5 tricks to appear smart in Brainstorming sessions

We have been having a lot of fun in our team this week trying out some of the techniques outlined in Sarah Cooper’s blog post.

In it Sarah, author of 100 Tricks to Appear Smart in Meetings, introduces nine techniques to appear smart in brainstorming sessions.

Here are the five tricks that have pervaded nearly all of our sessions this week, with hilarious results.

1. Make an analogy that’s so simple it sounds deep

When everyone is trying to define the problem, make an analogy about sailing a ship, or something just as completely unrelated. Your team mates will nod their heads in agreement, even if they really don’t understand how what you’re saying is related to what they’re talking about.

2. Ask if we’re asking the right questions

Nothing makes you seem smarter than when you question the questions by asking if they’re the right questions. If someone responds by asking you what you think the right questions are, say you just asked one.

3. Use an idiom

Using an idiom to question an idea is a subtle, smart way of questioning it.
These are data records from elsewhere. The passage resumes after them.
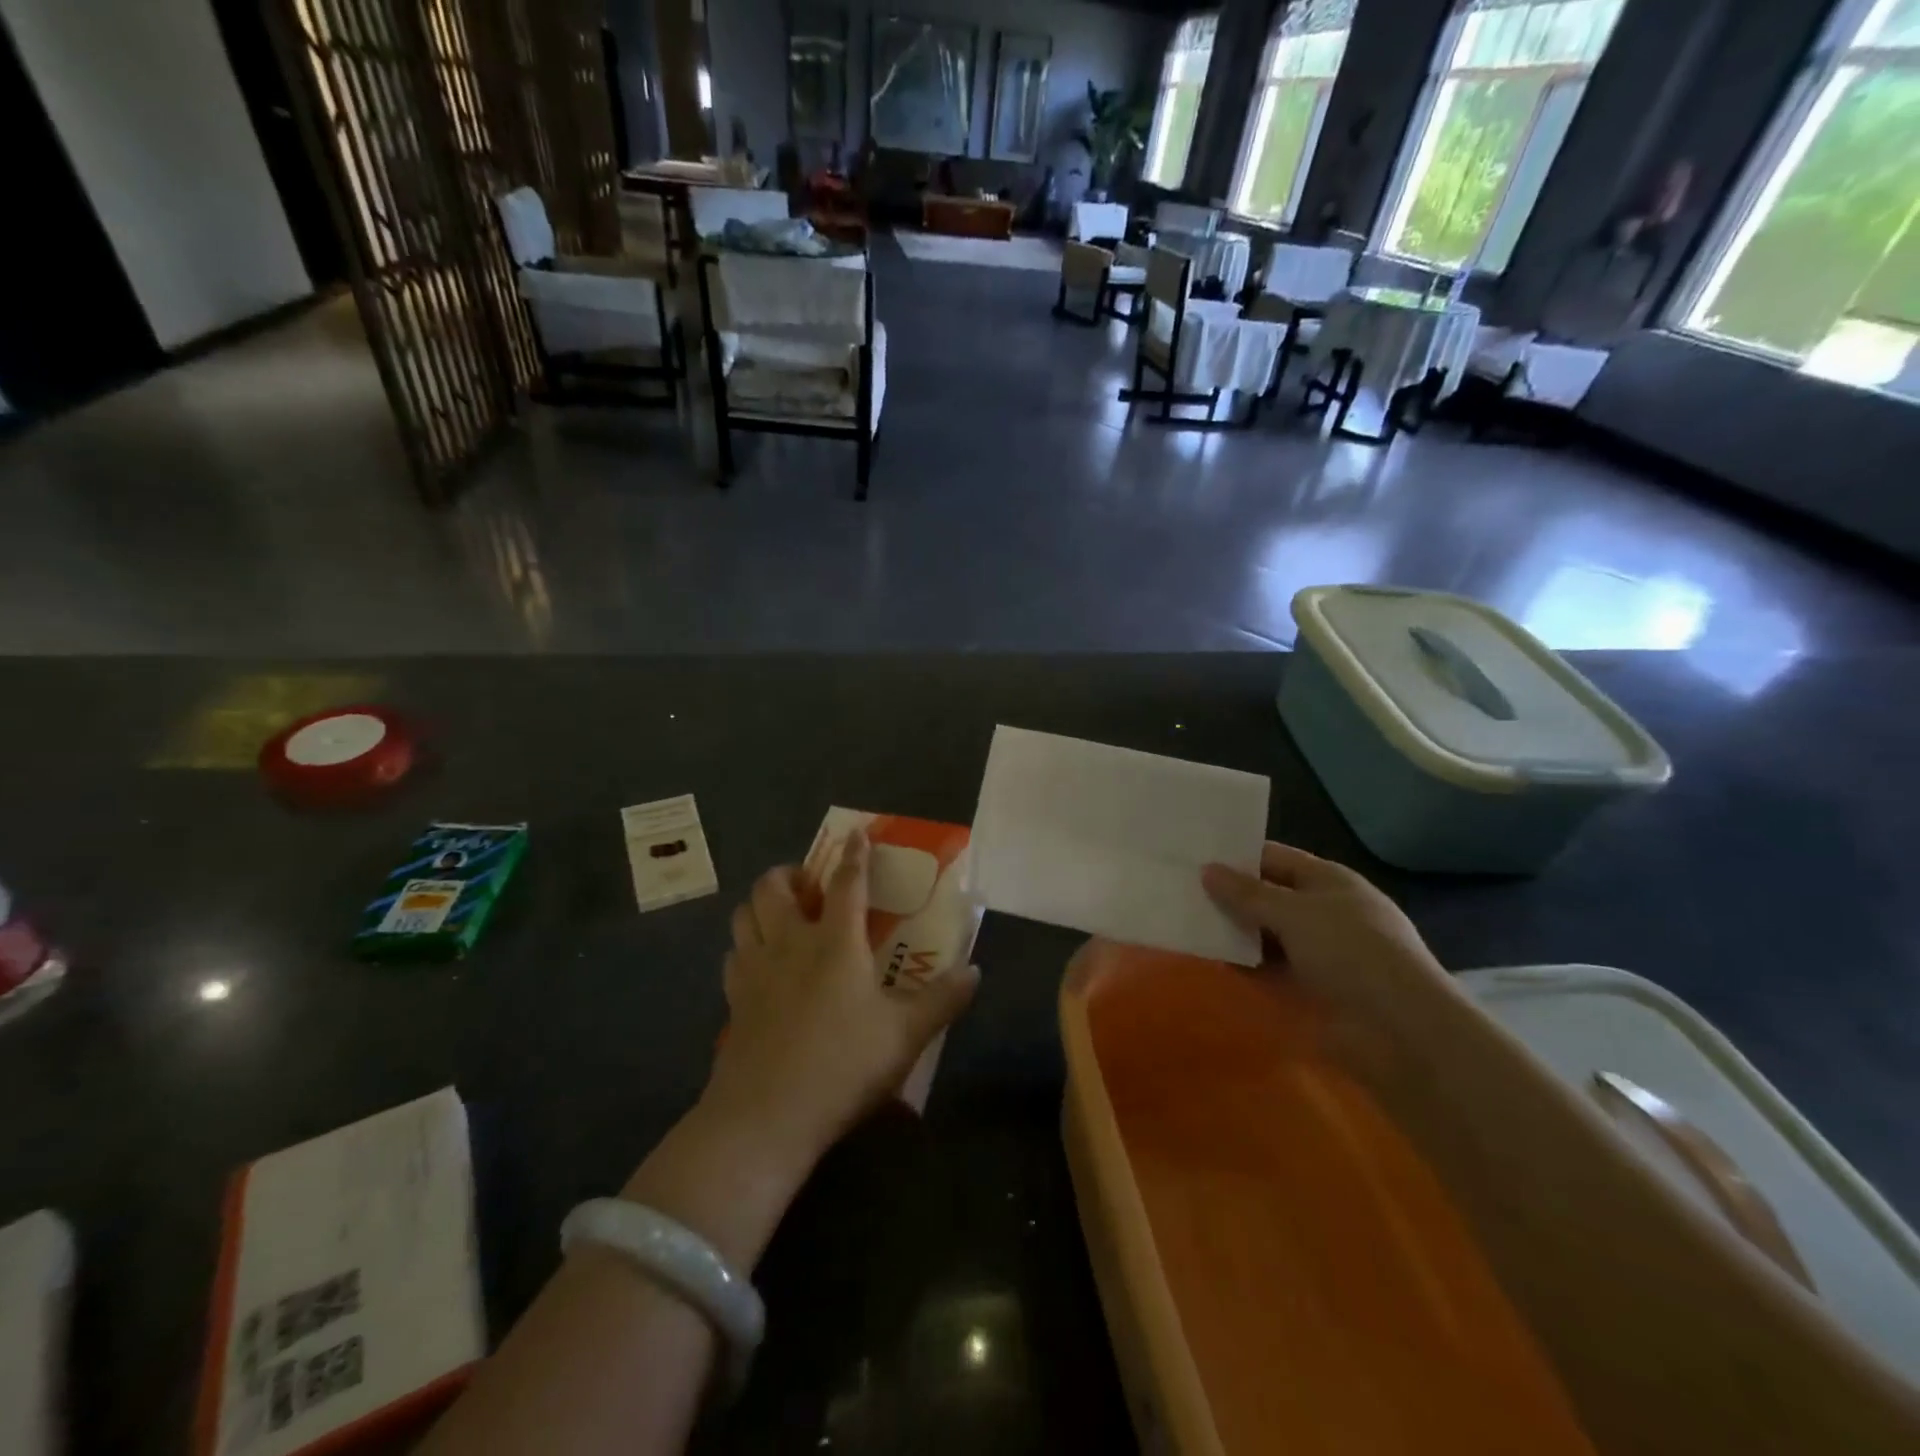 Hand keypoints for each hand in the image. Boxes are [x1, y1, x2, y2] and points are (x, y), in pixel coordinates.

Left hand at [703, 830, 979, 1167]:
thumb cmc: (842, 1065)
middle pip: (774, 887)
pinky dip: (746, 947)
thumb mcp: (905, 1035)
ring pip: (744, 915)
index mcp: (835, 943)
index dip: (855, 855)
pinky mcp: (733, 1000)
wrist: (765, 1117)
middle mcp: (789, 944)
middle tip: (809, 887)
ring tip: (782, 917)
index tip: (856, 833)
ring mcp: (754, 971)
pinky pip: (733, 955)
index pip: (847, 884)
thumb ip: (942, 1000)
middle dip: (789, 874)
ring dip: (761, 905)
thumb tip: (975, 972)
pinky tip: (762, 966)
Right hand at [1201, 841, 1450, 1021]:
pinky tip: (1208, 959)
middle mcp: (1322, 912)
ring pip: (1263, 934)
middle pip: (1266, 896)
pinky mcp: (1308, 989)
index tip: (1193, 856)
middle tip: (1178, 889)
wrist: (1401, 1031)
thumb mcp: (1295, 913)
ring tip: (1183, 921)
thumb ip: (1247, 893)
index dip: (1236, 856)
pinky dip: (1241, 964)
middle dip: (1228, 895)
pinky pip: (1265, 969)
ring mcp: (1316, 952)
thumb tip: (1207, 870)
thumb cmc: (1351, 953)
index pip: (1274, 858)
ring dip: (1231, 931)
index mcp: (1328, 881) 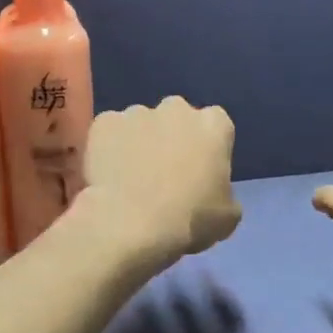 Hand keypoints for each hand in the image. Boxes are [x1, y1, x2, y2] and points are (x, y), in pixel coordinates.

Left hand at [80, 97, 241, 268]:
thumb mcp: (227, 216)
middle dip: (174, 137)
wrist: (131, 225)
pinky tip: (109, 174)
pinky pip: (111, 132)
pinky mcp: (104, 123)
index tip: (201, 170)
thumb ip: (224, 193)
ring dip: (141, 141)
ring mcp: (137, 112)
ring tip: (133, 176)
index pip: (216, 126)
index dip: (208, 148)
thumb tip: (214, 193)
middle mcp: (177, 108)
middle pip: (178, 117)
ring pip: (142, 123)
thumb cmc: (189, 219)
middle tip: (166, 172)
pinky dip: (110, 147)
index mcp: (214, 124) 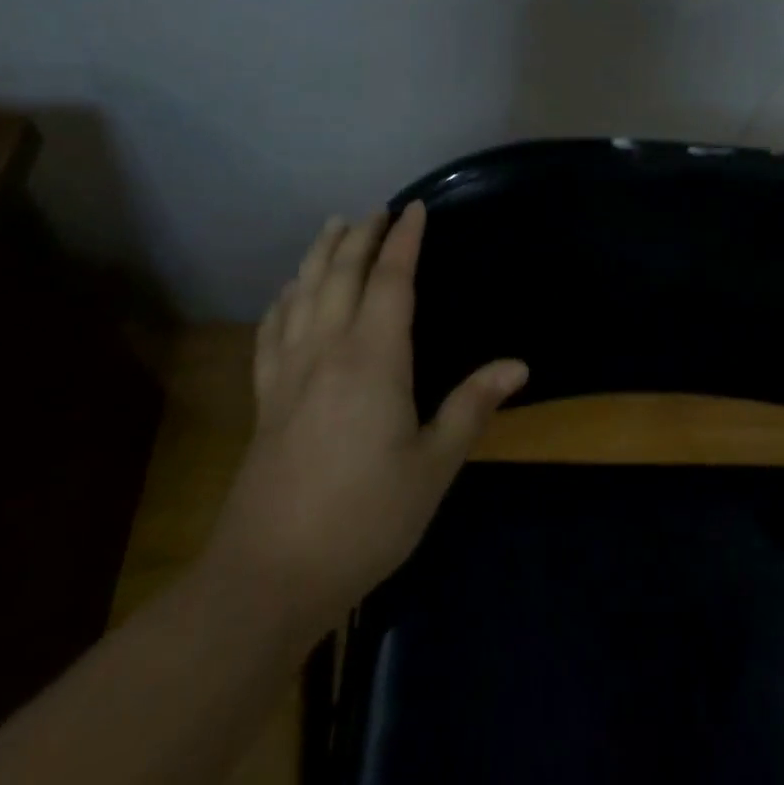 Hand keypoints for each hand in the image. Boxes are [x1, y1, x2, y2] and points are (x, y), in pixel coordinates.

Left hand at [201, 203, 527, 628]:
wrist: (268, 576)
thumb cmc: (365, 519)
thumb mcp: (432, 467)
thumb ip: (471, 407)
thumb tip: (518, 365)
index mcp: (373, 358)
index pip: (390, 280)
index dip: (404, 240)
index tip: (415, 208)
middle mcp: (327, 349)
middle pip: (340, 273)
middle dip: (360, 236)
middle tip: (377, 211)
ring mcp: (289, 371)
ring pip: (302, 292)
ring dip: (320, 254)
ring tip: (333, 226)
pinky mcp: (265, 398)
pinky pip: (271, 330)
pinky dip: (283, 299)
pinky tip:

Here are some idioms to choose from:

  • Isn’t that adding insult to injury?
  • Don’t you think that gives us the best of both worlds?
  • Well it does take two to tango
  • You know what they say – you can’t judge a book by its cover
  • I don’t think we should count our chickens before the eggs have hatched
  • I think we can kill two birds with one stone

4. Say how you think the CEO would respond

Making everyone think that you have a very close relationship with the CEO (or other senior person) by bringing up how you think they would respond to an idea. Mention your CEO by their first name. Congratulate everyone for coming up with something they’d like. By associating yourself so closely with power, people will start to think of you’ve got way more power than you actually have.

5. When everyone seems to like an idea, yell out ‘Ship it!’

There’ll come a point when everyone seems to be really excited about an idea or direction. At this point you should try to be the first person to yell out ‘Ship it!’ Doing this will, not only get people to laugh, but also convey some authority on your part to both end the meeting and make the final decision.